JACK HOLLOWAY SIGNED the paper — authorization for promotion of trooper Felix Krajewski, Zarathustra Native Protection Force, to rank of corporal — and tossed it into the out tray. A small breeze, pleasantly cool, came in at the open end of the prefab hut, bringing with it from outside the noises of construction work to compete with the whir and clatter of computers and roboclerks in the main office beyond the partition. He laid down the pen, brushed his mustache with the middle knuckle of his trigger finger, and then picked up his pipe, relighting it. Then he took another paper out of the in tray.

Authorization for payment of five hundred and fifty sols, compensation for damage done to crops by Fuzzies; endorsed as investigated and approved by George Lunt, Major Commanding, ZNPF. He remembered the incident: a bunch of woods-Fuzzies who had slipped through George’s chain of posts at the south edge of the Piedmont and gotten onto a sugar plantation and into mischief. Probably ruined one tenth as many sugar-plant seedlings as the land-prawns which the Fuzzies killed there would have destroyed. But the Government wasn’t responsible for land-prawns, and it was responsible for Fuzzies, and any planter who wouldn’t stick the Government for all the damages he could ought to be stuffed and put in a museum as a unique specimen. He signed it and reached for the next paper.

It was a big one, a lot of sheets stapled together. He pried out the staple. Covering letter from Governor-General Bennett Rainsford, attention Commissioner of Native Affairs; and then another on the letterhead of the Charterless Zarathustra Company, Ltd., of Zarathustra, signed by Victor Grego, Pres. He grinned. That “Charterless” looked like typical Grego gallows humor; it also made sense, since it kept the old initials for the trademark. And for the cattle-brand. Anybody who’d ever tried rebranding a full-grown veldbeest could see the advantage of that.

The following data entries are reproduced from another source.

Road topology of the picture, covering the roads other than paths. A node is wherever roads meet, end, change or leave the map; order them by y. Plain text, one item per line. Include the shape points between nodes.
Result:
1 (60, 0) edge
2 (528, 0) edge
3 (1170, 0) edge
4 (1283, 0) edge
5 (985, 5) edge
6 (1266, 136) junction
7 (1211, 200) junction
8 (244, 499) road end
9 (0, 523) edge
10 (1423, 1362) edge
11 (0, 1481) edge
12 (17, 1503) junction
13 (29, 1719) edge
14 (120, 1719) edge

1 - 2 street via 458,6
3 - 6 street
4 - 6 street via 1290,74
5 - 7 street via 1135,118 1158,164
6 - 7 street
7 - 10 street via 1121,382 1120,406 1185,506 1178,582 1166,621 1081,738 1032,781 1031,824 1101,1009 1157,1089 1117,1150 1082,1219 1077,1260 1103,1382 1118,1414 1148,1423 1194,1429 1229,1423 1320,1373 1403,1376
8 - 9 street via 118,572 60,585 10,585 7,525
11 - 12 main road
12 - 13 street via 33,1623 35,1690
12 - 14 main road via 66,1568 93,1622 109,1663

Acknowledgment of eighteen sunstones, total weight 93.6 carats, removed from Yellowsand Canyon for study prior to signing of lease agreement. Copy of receipt signed by Grego and his chief geologist, endorsed by Gerd van Riebeek, Chief of Scientific Branch, Zarathustra Commission for Native Affairs, and by Lieutenant Hirohito Bjornsen, ZNPF. Color photographs of each of the eighteen stones: they were beautiful, but no photograph could do justice to a warm sunstone, glowing with thermofluorescence. He looked at them carefully. He was an old sunstone-digger himself, and knew what he was looking at. One hundred seventeen thousand sols on the Terra gem market; S-42,120 in royalties for the Government, in trust for the Fuzzies. And this wasn’t even the front edge of the beginning; these were just the prospect samples. This time next year…

He initialed Ben Rainsford’s letter, stapled the stuff together, and tossed it into the file tray. As he did, the communication screen beside him buzzed. Turning in his chair, he flipped the screen on and looked, through it, into the interior of another prefab hut like this one, fifteen hundred miles to the north on the Fuzzy Reservation. A young man, with light hair and a pleasantly tough and weather-beaten face, looked out of it. He was in woods clothes, the breast of his jacket loaded with clips of rifle cartridges.